*** Opening RAW DATA ***

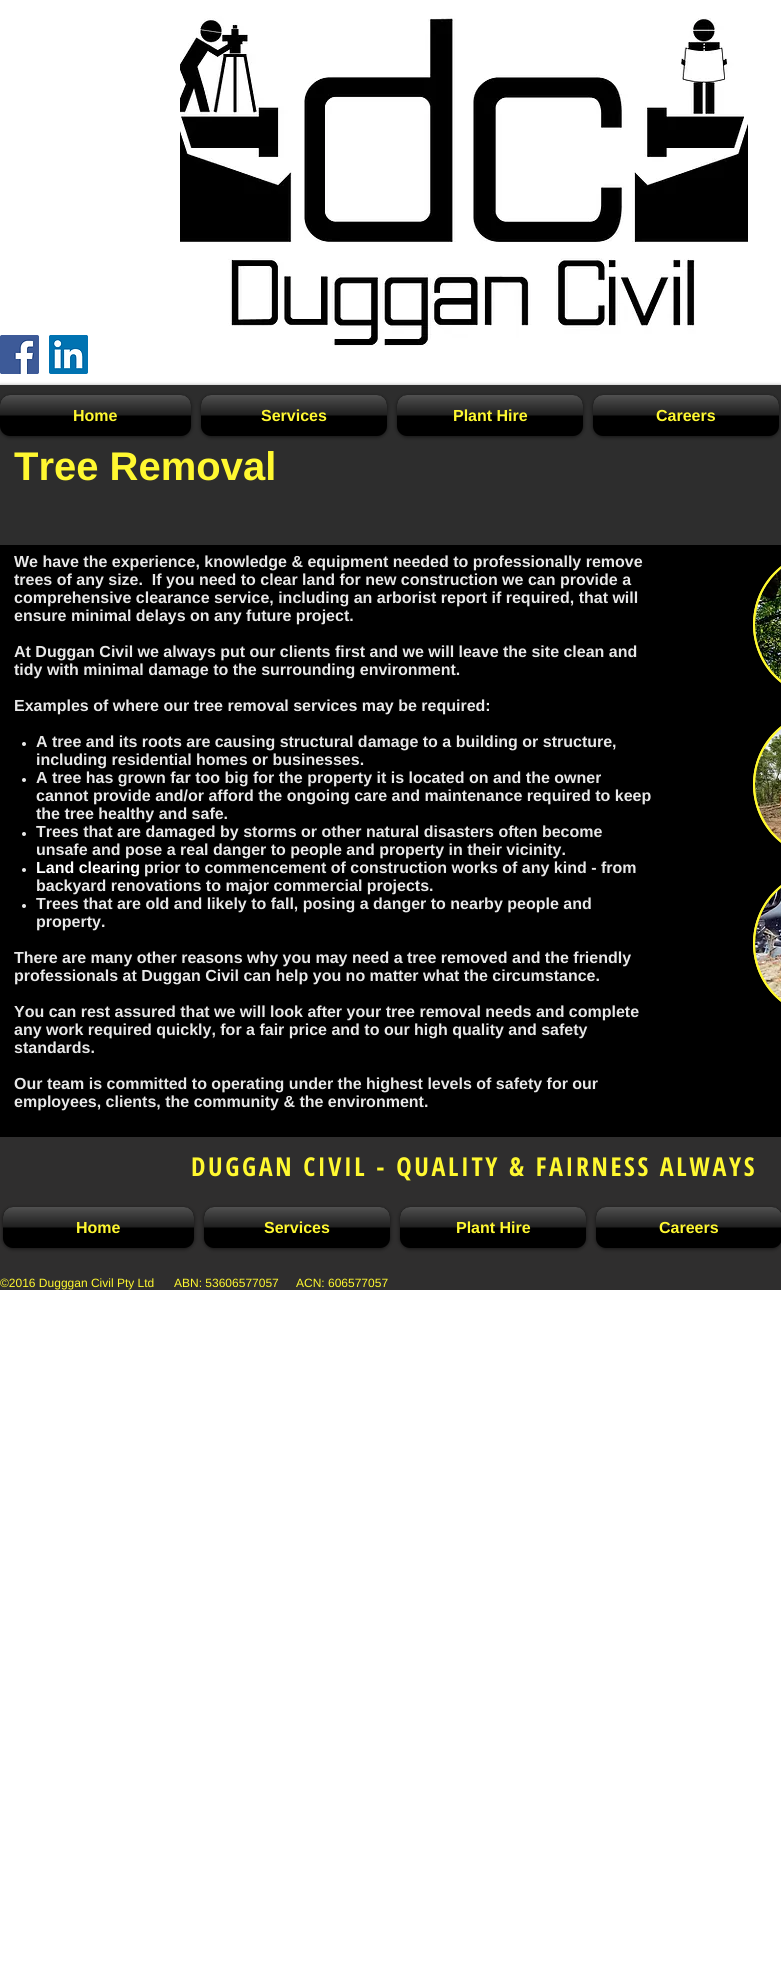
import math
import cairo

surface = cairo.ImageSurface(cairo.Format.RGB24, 781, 1964)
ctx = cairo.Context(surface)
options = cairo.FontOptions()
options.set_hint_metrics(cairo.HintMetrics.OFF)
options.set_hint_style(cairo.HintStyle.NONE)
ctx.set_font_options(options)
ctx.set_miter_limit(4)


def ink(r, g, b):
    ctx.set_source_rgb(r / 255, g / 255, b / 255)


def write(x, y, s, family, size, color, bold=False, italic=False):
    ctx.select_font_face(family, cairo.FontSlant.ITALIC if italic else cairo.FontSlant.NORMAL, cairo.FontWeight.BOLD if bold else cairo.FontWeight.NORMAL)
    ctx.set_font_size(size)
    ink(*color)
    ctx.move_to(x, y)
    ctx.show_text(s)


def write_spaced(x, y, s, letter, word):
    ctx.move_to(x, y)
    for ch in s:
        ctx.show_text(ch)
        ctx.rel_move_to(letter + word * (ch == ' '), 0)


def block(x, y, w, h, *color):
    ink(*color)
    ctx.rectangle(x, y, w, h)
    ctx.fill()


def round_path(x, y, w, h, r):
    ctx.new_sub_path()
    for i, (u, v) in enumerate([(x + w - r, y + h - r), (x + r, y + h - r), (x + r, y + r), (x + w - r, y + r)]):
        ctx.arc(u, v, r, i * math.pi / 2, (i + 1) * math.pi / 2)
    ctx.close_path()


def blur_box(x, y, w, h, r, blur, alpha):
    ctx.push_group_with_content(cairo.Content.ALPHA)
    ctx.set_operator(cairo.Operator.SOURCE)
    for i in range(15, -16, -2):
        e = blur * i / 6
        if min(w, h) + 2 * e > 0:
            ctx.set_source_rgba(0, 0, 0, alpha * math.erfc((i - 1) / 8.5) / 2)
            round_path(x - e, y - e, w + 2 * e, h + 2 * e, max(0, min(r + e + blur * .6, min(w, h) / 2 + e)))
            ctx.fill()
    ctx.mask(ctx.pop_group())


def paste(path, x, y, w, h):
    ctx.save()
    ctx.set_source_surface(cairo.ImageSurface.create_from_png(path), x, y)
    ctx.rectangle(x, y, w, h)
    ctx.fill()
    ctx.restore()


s1 = dict(family="Liberation Sans", size=16, color=(255, 248, 48), bold=True)
s2 = dict(family="Liberation Sans", size=40, color=(255, 248, 48), bold=True)
s3 = dict(family="Liberation Sans", size=16, color=(232, 232, 232), bold=True)
s4 = dict(family="Liberation Sans", size=16, color=(255, 255, 255), bold=True)
s5 = dict(family="Liberation Sans", size=12, color=(255, 248, 48))

ink(255, 255, 255)
ctx.paint()
paste("pic1.png", 180, 16, 568, 330)
paste("pic2.png", 0, 335, 39, 39)
paste("pic3.png", 49, 335, 39, 39)
ink(0, 0, 0)
blur_box(0, 386, 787, 752, 0, 2, 0.6)
block(0, 385, 781, 160, 45, 45, 45)
ink(0, 0, 0)
blur_box(0, 396, 191, 41, 10, 2, 0.6)
ink(0, 0, 0)
round_path(0, 395, 191, 41, 10)
ctx.fill()
paste("pic4.png", 0, 395, 191, 21)
write(73, 421, "Home", **s1)
ink(0, 0, 0)
blur_box(201, 396, 186, 41, 10, 2, 0.6)
ink(0, 0, 0)
round_path(201, 395, 186, 41, 10)
ctx.fill()
paste("pic5.png", 201, 395, 186, 21)
write(261, 421, "Services", **s1)
ink(0, 0, 0)
blur_box(397, 396, 186, 41, 10, 2, 0.6)
ink(0, 0, 0)
round_path(397, 395, 186, 41, 10)
ctx.fill()
paste("pic5.png", 397, 395, 186, 21)
write(453, 421, "Plant Hire", **s1)
ink(0, 0, 0)
blur_box(593, 396, 186, 41, 10, 2, 0.6)
ink(0, 0, 0)
round_path(593, 395, 186, 41, 10)
ctx.fill()
paste("pic5.png", 593, 395, 186, 21)
write(656, 421, "Careers", **s1)
write(14, 480, "Tree Removal", **s2)
block(0, 545, 781, 592, 0, 0, 0)
write(14, 567, "We have the experience, knowledge & equipment needed to professionally remove", **s3)
write(14, 585, "trees of any size.  If you need to clear land for new construction we can provide a", **s3)
write(14, 603, "comprehensive clearance service, including an arborist report if required, that will", **s3)
write(14, 621, "ensure minimal delays on any future project.", **s3)
write(14, 657, "At Duggan Civil we always put our clients first and we will leave the site clean and", **s3)
write(14, 675, "tidy with minimal damage to the surrounding environment.", **s3)
write(14, 711, "Examples of where our tree removal services may be required:", **s3)
ctx.new_path()
ctx.arc(24, 744, 2, 0, 2 * math.pi)
ctx.fill()
write(36, 747, "A tree and its roots are causing structural damage to a building or structure,", **s3)
write(36, 765, "including residential homes or businesses.", **s3)
ctx.new_path()
ctx.arc(24, 780, 2, 0, 2 * math.pi)
ctx.fill()
write(36, 783, "A tree has grown far too big for the property it is located on and the owner", **s3)
write(36, 801, "cannot provide and/or afford the ongoing care and maintenance required to keep", **s3)
write(36, 819, "the tree healthy and safe.", **s3)
ctx.new_path()
ctx.arc(24, 834, 2, 0, 2 * math.pi)
ctx.fill()
write(36, 837, "Trees that are damaged by storms or other natural disasters often become", **s3)
write(36, 855, "unsafe and pose a real danger to people and property in their vicinity.", **s3)
ctx.new_path()
ctx.arc(24, 870, 2, 0, 2 * math.pi)
ctx.fill()
write(36, 873, "Land clearing", **s4)
write(144, 873, "prior to commencement of construction works of any kind - from", **s3)
write(36, 891, "backyard renovations to major commercial projects.", **s3)
ctx.new_path()
ctx.arc(24, 906, 2, 0, 2 * math.pi)
ctx.fill()
write(36, 909, "Trees that are old and likely to fall, posing a danger to nearby people and", **s3)
write(36, 927, "property.", **s3)
write(14, 963, "There are many other reasons why you may need a tree removed and the friendly", **s3)
write(14, 981, "professionals at Duggan Civil can help you no matter what the circumstance.", **s3)
write(14, 1017, "You can rest assured that we will look after your tree removal needs and complete", **s3)
write(14, 1035, "any work required quickly, for a fair price and to our high quality and safety", **s3)
write(14, 1053, "standards.", **s3)
write(14, 1089, "Our team is committed to operating under the highest levels of safety for our", **s3)
write(14, 1107, "employees, clients, the community & the environment.", **s3)
ink(255, 248, 48)
ctx.new_path()
ctx.move_to(824.5, 551)
ctx.curve_to(864, 551, 896, 584, 896, 624.5)
ctx.curve_to(896, 665, 864, 698, 824.5, 698)
ctx.curve_to(785, 698, 753, 665, 753, 624.5)
ctx.curve_to(753, 584, 785, 551, 824.5, 551)
ctx.close_path()
ctx.fill()
ctx.new_path()
ctx.move_to(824.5, 552)
ctx.curve_to(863.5, 552, 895, 584.5, 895, 624.5)
ctx.curve_to(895, 664.5, 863.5, 697, 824.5, 697)
ctx.curve_to(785.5, 697, 754, 664.5, 754, 624.5)
ctx.curve_to(754, 584.5, 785.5, 552, 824.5, 552)
ctx.close_path()
ctx.stroke()
paste("pic6.png", 755, 569, 26, 111)
ctx.new_path()
ctx.move_to(824.5, 711)
ctx.curve_to(864, 711, 896, 744, 896, 784.5)
ctx.curve_to(896, 825, 864, 858, 824.5, 858)
ctx.curve_to(785, 858, 753, 825, 753, 784.5)
ctx.curve_to(753, 744, 785, 711, 824.5, 711)
ctx.close_path()
ctx.fill()
ctx.new_path()
ctx.move_to(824.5, 712)
ctx.curve_to(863.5, 712, 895, 744.5, 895, 784.5)
ctx.curve_to(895, 824.5, 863.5, 857, 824.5, 857)
ctx.curve_to(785.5, 857, 754, 824.5, 754, 784.5)
ctx.curve_to(754, 744.5, 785.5, 712, 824.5, 712)
ctx.close_path()
ctx.stroke()
paste("pic7.png", 755, 729, 26, 111)
ctx.new_path()
ctx.move_to(824.5, 870)
ctx.curve_to(864, 870, 896, 903, 896, 943.5)
ctx.curve_to(896, 984, 864, 1017, 824.5, 1017)
ctx.curve_to(785, 1017, 753, 984, 753, 943.5)
ctx.curve_to(753, 903, 785, 870, 824.5, 870)
ctx.close_path()
ctx.fill()
ctx.new_path()
ctx.move_to(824.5, 871)
ctx.curve_to(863.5, 871, 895, 903.5, 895, 943.5)
ctx.curve_to(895, 983.5, 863.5, 1016, 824.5, 1016)
ctx.curve_to(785.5, 1016, 754, 983.5, 754, 943.5)
ctx.curve_to(754, 903.5, 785.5, 871, 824.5, 871)
ctx.close_path()
ctx.stroke()
paste("pic8.png", 755, 888, 26, 111)
block(0, 1137, 781, 153, 47, 46, 46)
ctx.select_font_face("Open Sans Condensed", cairo.FontSlant.NORMAL, cairo.FontWeight.BOLD)
ctx.set_font_size(26)
ink(255, 248, 48)
write_spaced(191, 1176, "DUGGAN CIVIL - QUALITY & FAIRNESS ALWAYS", 2.6, 0)
ink(0, 0, 0)
blur_box(3, 1208, 191, 41, 10, 2, 0.6)
ink(0, 0, 0)
round_path(3, 1207, 191, 41, 10)
ctx.fill()
paste("pic9.png", 3, 1207, 191, 21)
write(76, 1233, "Home", **s1)
ink(0, 0, 0)
blur_box(204, 1208, 186, 41, 10, 2, 0.6)
ink(0, 0, 0)
round_path(204, 1207, 186, 41, 10)
ctx.fill()
paste("pic10.png", 204, 1207, 186, 21)
write(264, 1233, "Services", **s1)
ink(0, 0, 0)
blur_box(400, 1208, 186, 41, 10, 2, 0.6)
ink(0, 0, 0)
round_path(400, 1207, 186, 41, 10)
ctx.fill()
paste("pic10.png", 400, 1207, 186, 21)
write(456, 1233, "Plant Hire", **s1)
ink(0, 0, 0)
blur_box(596, 1208, 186, 41, 10, 2, 0.6)
ink(0, 0, 0)
round_path(596, 1207, 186, 41, 10)
ctx.fill()
paste("pic11.png", 596, 1207, 185, 21)
write(659, 1233, "Careers", **s1)
write(0, 1287, "©2016 Dugggan Civil Pty Ltd", **s5)
write(174, 1287, "ABN: 53606577057", **s5)
write(296, 1287, "ACN: 606577057", **s5)
surface.write_to_png("screenshot.png")
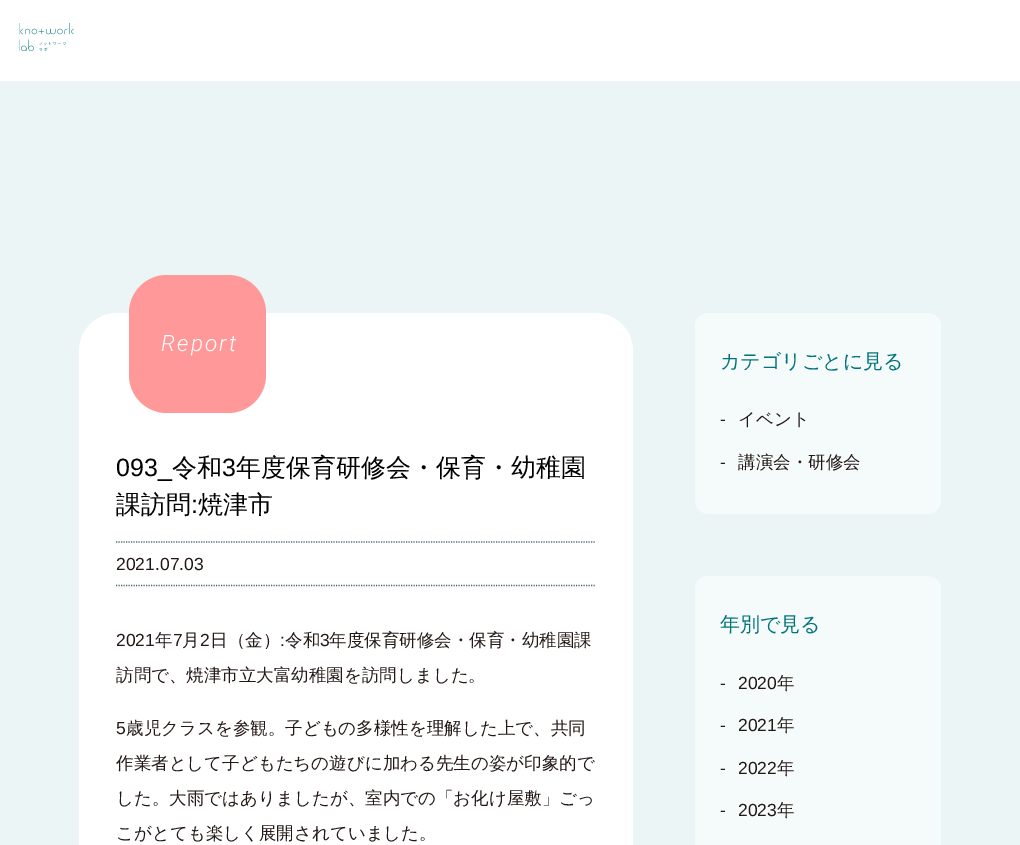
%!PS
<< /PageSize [1020 845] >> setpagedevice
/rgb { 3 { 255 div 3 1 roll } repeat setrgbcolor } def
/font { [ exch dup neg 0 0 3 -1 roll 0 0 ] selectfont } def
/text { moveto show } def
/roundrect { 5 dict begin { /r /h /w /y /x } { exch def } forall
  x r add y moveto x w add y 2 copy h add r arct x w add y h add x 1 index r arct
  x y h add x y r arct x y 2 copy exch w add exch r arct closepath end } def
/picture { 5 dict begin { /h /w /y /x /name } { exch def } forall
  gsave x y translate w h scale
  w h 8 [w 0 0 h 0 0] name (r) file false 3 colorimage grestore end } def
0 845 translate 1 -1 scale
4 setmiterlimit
235 245 245 rgb
0 0 1020 845 rectfill
255 255 255 rgb
0 0 1020 81 rectfill
(img_01.rgb) 19 23 55 28 picture
79 313 554 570 38 roundrect fill
255 153 153 rgb
129 275 137 138 38 roundrect fill
71 106 110 rgb
1.2 setlinewidth
[1.25 1.25] 0 setdash
116 542 moveto 479 0 rlineto stroke
116 585.5 moveto 479 0 rlineto stroke
245 250 250 rgb
695 313 246 201 13 roundrect fill
695 576 246 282 13 roundrect fill
/Roboto-LightItalic 22.5 font
255 255 255 rgb
161 351 moveto 2.25 0 (Report) ashow
/LiberationSans-Regular 25 font
0 0 0 rgb
(093_) 116 476 text
/WenQuanYiZenHei-Medium 25 font
(令和) 172 476 text
/LiberationSans-Regular 25 font
(3) 222 476 text
/WenQuanYiZenHei-Medium 25 font
(年度保育研修会・保育・幼稚園) 236 476 text
(課訪問) 116 513 text
/LiberationSans-Regular 25 font
(:) 191 513 text
/WenQuanYiZenHei-Medium 25 font
(焼津市) 198 513 text
/LiberationSans-Regular 17.5 font
35 24 21 rgb
(2021.07.03) 116 570 text
(2021) 116 646 text
/WenQuanYiZenHei-Medium 17.5 font
(年) 155 646 text
/LiberationSans-Regular 17.5 font
(7) 173 646 text
/WenQuanYiZenHei-Medium 17.5 font
(月) 182 646 text
/LiberationSans-Regular 17.5 font
(2) 200 646 text
/WenQuanYiZenHei-Medium 17.5 font
(日（金）) 210 646 text
/LiberationSans-Regular 17.5 font
(:) 280 646 text
/WenQuanYiZenHei-Medium 17.5 font
(令和) 285 646 text
/LiberationSans-Regular 17.5 font
(3) 320 646 text
/WenQuanYiZenHei-Medium 17.5 font
(年度保育研修会・保育・幼稚園課) 329 646 text
(訪問で、焼津市立大富幼稚園を訪問しました。) 116 681 text
/LiberationSans-Regular 17.5 font
(5) 116 734 text
/WenQuanYiZenHei-Medium 17.5 font
(歳児クラスを参観。子どもの多様性を理解した上で、共同) 126 734 text
(作業者として子どもたちの遊びに加わる先生の姿が印象的で) 116 769 text
(した。大雨ではありましたが、室内での「お化け屋敷」ごっ) 116 804 text
(こがとても楽しく展開されていました。) 116 839 text
/WenQuanYiZenHei-Medium 20 font
0 116 122 rgb
(カテゴリごとに見る) 720 368 text
/LiberationSans-Regular 17.5 font
35 24 21 rgb
(-) 720 425 text
/WenQuanYiZenHei-Medium 17.5 font
(イベント) 738 425 text
/LiberationSans-Regular 17.5 font
(-) 720 468 text
/WenQuanYiZenHei-Medium 17.5 font
(講演会・研修会) 738 468 text
/WenQuanYiZenHei-Medium 20 font
0 116 122 rgb
(年別で見る) 720 631 text
/LiberationSans-Regular 17.5 font
35 24 21 rgb
(-) 720 689 text
(2020) 738 689 text
/WenQuanYiZenHei-Medium 17.5 font
(年) 777 689 text
/LiberationSans-Regular 17.5 font
(-) 720 731 text
(2021) 738 731 text
/WenQuanYiZenHei-Medium 17.5 font
(年) 777 731 text
/LiberationSans-Regular 17.5 font
(-) 720 774 text
(2022) 738 774 text
/WenQuanYiZenHei-Medium 17.5 font
(年) 777 774 text
/LiberationSans-Regular 17.5 font
(-) 720 816 text
(2023) 738 816 text
/WenQuanYiZenHei-Medium 17.5 font
(年) 777 816 text
showpage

*** Closing RAW DATA ***

> [TO DO] Your answer should be one number: the count of lines holding "begin" in the listing.

> [YOUR RESPONSE] 2